The 16th-century pope, Julius II (Rex Harrison), commissions star sculptor Michelangelo (Charlton Heston) to paint the Sistine Chapel. Michelangelo resists. He’s not a painter. He’d rather work with stone. He wants to work on Julius’s long-delayed tomb instead.
Like some of his papal predecessors, Julius is accustomed to protecting his sovereignty in far-off battlefields. But he isn’t about to lose a battle in his own backyard. Renaissance artists can’t survive without patrons; the Vatican was, then, patron-in-chief. So Julius keeps Michelangelo engaged, exploiting his ambition, and his dread of being replaced by rival painter Raphael, or checkmated by envious architect Donato Bramante, who’s desperate to distract Michelangelo from stone.
A chafing Michelangelo submits but opts for Old Testament themes, ignoring Julius’s New Testament theme: the Apostles. Braving disruption, fatigue, a furiously impatient pope, and a near-fatal fall from his scaffolding, Michelangelo also threatens quitting. But sympathizers Contessina Antonia de’ Medici (Diane Cilento) and her brother, Cardinal Giovanni de’ Medici (Adolfo Celi), prod him. By giving up on his work, is he giving up on himself?
Director Carol Reed’s execution sags in parts, but the message of his documentary-style introduction, critiqued as redundant, is crucial. It describes Michelangelo principally as a sculptor, who loathed painting. It’s why Bramante’s scheming, to get the pope to force Michelangelo’s hand, seems sadistic. Commissioned to paint (not sculpt) on such scale, wouldn’t Michelangelo’s failure at something he’s relatively inept at be too spectacular to allow further work, consigning him to obscurity? Of course, Bramante’s idea of Michelangelo’s ineptitude backfires spectacularly.
Harrison’s voice is its own character, masterfully portraying outrage, insight, and whim. Sharing scenes with the imposing Heston, Harrison once confessed placing lifts in his shoes: “At least, he no longer towered above me. As the film went on, however, it seemed he was growing once more a couple of inches taller. I looked down at his feet—not a sign of lifts! Neither of us made a comment, nor did our wardrobe men. It was a funny, silent contest.”
Creation, an Act of Love
Michelangelo sees his finished statues, breaking free from within stone, before he sets chisel to them. Julius sees, if less starkly, his commissioned frescoes in all their beauty, well before Michelangelo sets a paintbrush to them.To screenwriter Philip Dunne, sometimes God is the artist, Julius akin to a mere paintbrush, and Michelangelo to mere paint and canvas. At other times, it’s Julius who’s imitating the divine artist, lovingly carving out (or painting) Michelangelo more fully, making a great sculptor what he doesn’t want to be: also a great painter.
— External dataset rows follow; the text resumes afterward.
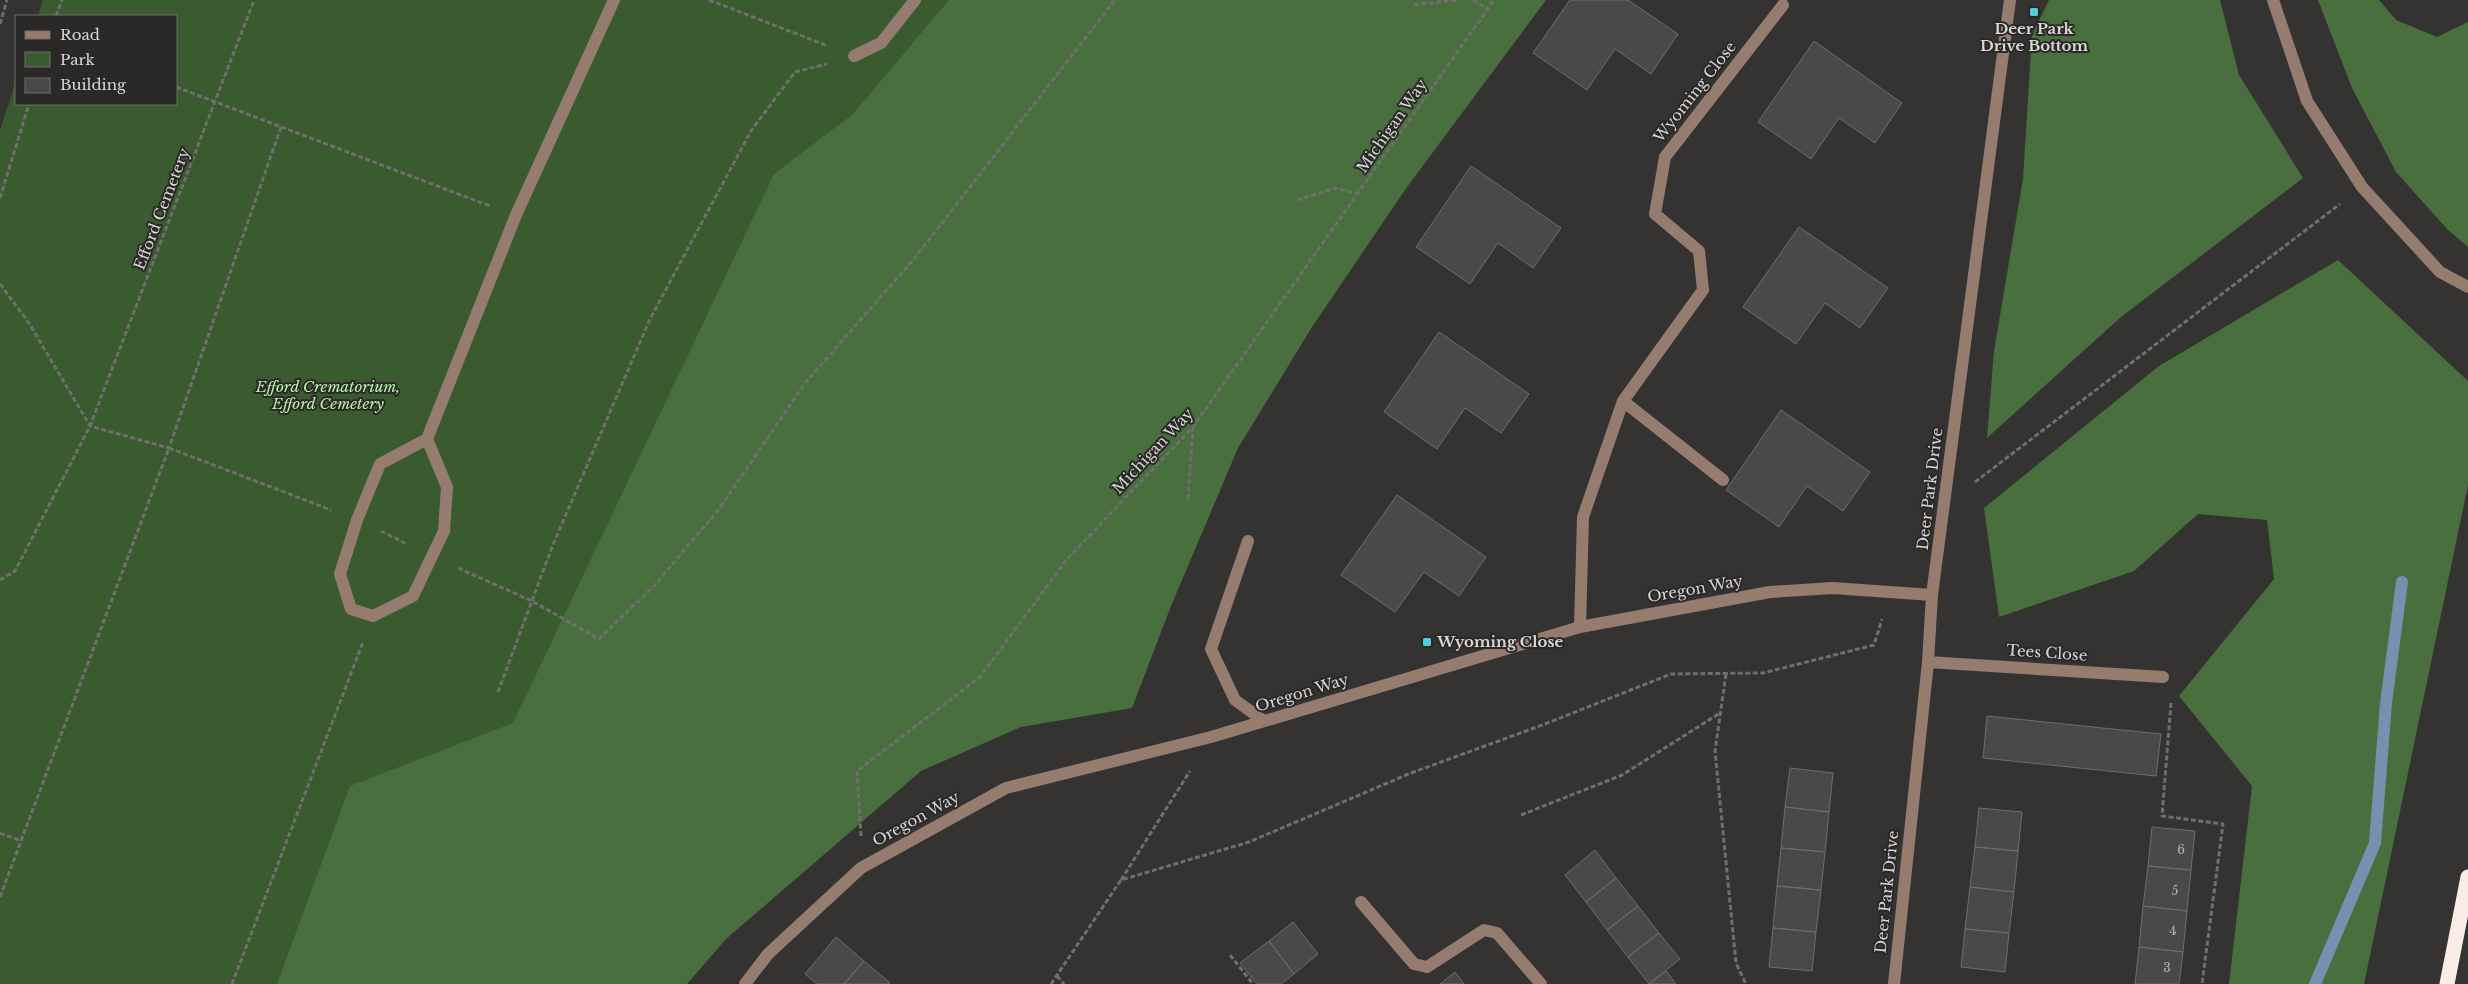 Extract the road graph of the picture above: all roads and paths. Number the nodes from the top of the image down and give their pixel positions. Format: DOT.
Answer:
graph roads {
  1 [pos="7,0"];
  2 [pos="62,0"];
  3 [pos="254,0"];
  4 [pos="614,0"];
  5 [pos="709,0"];
  6 [pos="915,0"];
  7 [pos="1115,0"];
  8 [pos="1456,0"];
  9 [pos="1473,0"];
  10 [pos="1494,0"];
  11 [pos="2010,0"];
  12 [pos="2273,0"];
  13 [pos="1414,5"];
  14 [pos="1783,5"];
  15 [pos="1488,10"];
  16 [pos="56,15"];
  17 [pos="0,24"];
  18 [pos="854,56"];
  19 [pos="178,88"];
  20 [pos="214,103"];
  21 [pos="29,105"];
  22 [pos="281,127"];
  23 [pos="2362,187"];
  24 [pos="1358,194"];
  25 [pos="0,198"];
  26 [pos="1297,200"];
  27 [pos="516,215"];
  28 [pos="0,284"];
  29 [pos="2468,287"];
  30 [pos="1623,401"];
  31 [pos="90,426"];
  32 [pos="1193,427"];
  33 [pos="427,439"];
  34 [pos="169,448"];
  35 [pos="1723,480"];
  36 [pos="1188,499"];
  37 [pos="1944,506"];
  38 [pos="356,520"];
  39 [pos="1248,541"];
  40 [pos="432,556"];
  41 [pos="0,580"];
  42 [pos="1892,591"];
  43 [pos="1932,595"];
  44 [pos="532,601"];
  45 [pos="373,616"];
  46 [pos="1580,627"];
  47 [pos="1928,662"];
  48 [pos="1726,674"];
  49 [pos="2163,677"];
  50 [pos="498,692"];
  51 [pos="1721,712"];
  52 [pos="1264,721"];
  53 [pos="1211,737"];
  54 [pos="1521,815"];
  55 [pos="0,833"];
  56 [pos="21,841"];
  57 [pos="861,868"];
  58 [pos="2468,877"];
  59 [pos="1121,880"];
  60 [pos="0,897"];
  61 [pos="1361,902"];
  62 [pos="1230,955"];
  63 [pos="1057,976"];
  64 [pos="232,984"];
  65 [pos="745,984"];
  66 [pos="1051,984"];
  67 [pos="1064,984"];
  68 [pos="1253,984"];
  69 [pos="1541,984"];
  70 [pos="1746,984"];
  71 [pos="1894,984"];
  72 [pos="2202,984"];
  73 [pos="2447,984"];
  1 -- 17 [label="path"];
  2 -- 16 [label="path"];
  3 -- 20 [label="path, Efford Cemetery"];
  4 -- 27 [label="street"];
  5 -- 18 [label="path"];
  6 -- 18 [label="street"];
  7 -- 44 [label="path"];
  8 -- 13 [label="path"];
  9 -- 15 [label="path"];
  10 -- 15 [label="path, Michigan Way"];
  11 -- 37 [label="street, Deer Park Drive"];
  12 -- 23 [label="street"];
  14 -- 30 [label="street, Wyoming Close"];
  15 -- 24 [label="path, Michigan Way"];
  18 -- 44 [label="path"];
  19 -- 20 [label="path"];
  20 -- 22 [label="path"];
  20 -- 31 [label="path, Efford Cemetery"];
  21 -- 25 [label="path"];
  22 -- 27 [label="path"];
  22 -- 34 [label="path"];
  23 -- 29 [label="street"];
  23 -- 37 [label="path"];
  24 -- 26 [label="path"];
  24 -- 32 [label="path, Michigan Way"];
  27 -- 33 [label="street"];
  28 -- 31 [label="path"];
  30 -- 35 [label="street"];
  30 -- 46 [label="street, Wyoming Close"];
  31 -- 34 [label="path"];
  31 -- 41 [label="path, Efford Cemetery"];
  32 -- 36 [label="path"];
  32 -- 57 [label="path, Michigan Way"];
  33 -- 38 [label="street"];
  33 -- 40 [label="street"];
  34 -- 38 [label="path"];
  34 -- 56 [label="path"];
  37 -- 43 [label="street, Deer Park Drive"];
  38 -- 40 [label="path"];
  38 -- 45 [label="street"];
  39 -- 52 [label="street"];
  40 -- 44 [label="path"];
  40 -- 45 [label="street"];
  42 -- 43 [label="street, Oregon Way"];
  42 -- 46 [label="street, Oregon Way"];
  42 -- 48 [label="path"];
  43 -- 47 [label="street, Deer Park Drive"];
  44 -- 50 [label="path"];
  45 -- 64 [label="path"];
  46 -- 52 [label="street, Oregon Way"];
  47 -- 49 [label="street, Tees Close"];
  47 -- 71 [label="street, Deer Park Drive"];
  48 -- 51 [label="path"];
  48 -- 59 [label="path"];
  49 -- 72 [label="path"];
  51 -- 54 [label="path"];
  51 -- 70 [label="path"];
  52 -- 53 [label="street, Oregon Way"];
  53 -- 57 [label="street, Oregon Way"];
  53 -- 59 [label="path"];
  55 -- 56 [label="path"];
  56 -- 60 [label="path"];
  57 -- 65 [label="street, Oregon Way"];
  58 -- 73 [label="highway"];
  59 -- 63 [label="path"];
  61 -- 69 [label="street"];
  62 -- 68 [label="path"];
  63 -- 66 [label="path"];
  63 -- 67 [label="path"];
}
Both men mirror the duality of great artists. Their haunting dissatisfaction reflects pride. They know they can do better. Also, humility. They figure they’ve fallen short. Perfection still escapes them.
For all his prowess, Michelangelo wonders if God has crippled him for some divine purpose. Weak birds have their wings, and otherwise powerless deer, their speed. As Michelangelo says in the film: “He made Homer blind. And let him see the world more clearly than any other man. He gave me the power to create, to fashion my own kind” but, “only here.” He stares at his bruised hands—what he believes are the sole reservoirs of that power. Is he the poorer because of such selective outpouring?
The grudgingly respectful tussle of wills between Julius and Michelangelo embodies the aphorism “God writes straight with crooked lines.” It hints at a divine artist using an imperfect chisel and hammer (or paint and brush) to flood seeming chaos with perfect symmetry, balance, and harmony.
Isn’t that why, straining in life’s fading light to assess themselves, some great artists are sure that their work is a failure, while others gape, convinced that that very work is an astounding success? To those gazing crestfallen down at the floor, Michelangelo and Julius seem to beckon from their magnificent ceiling with hope: Look up!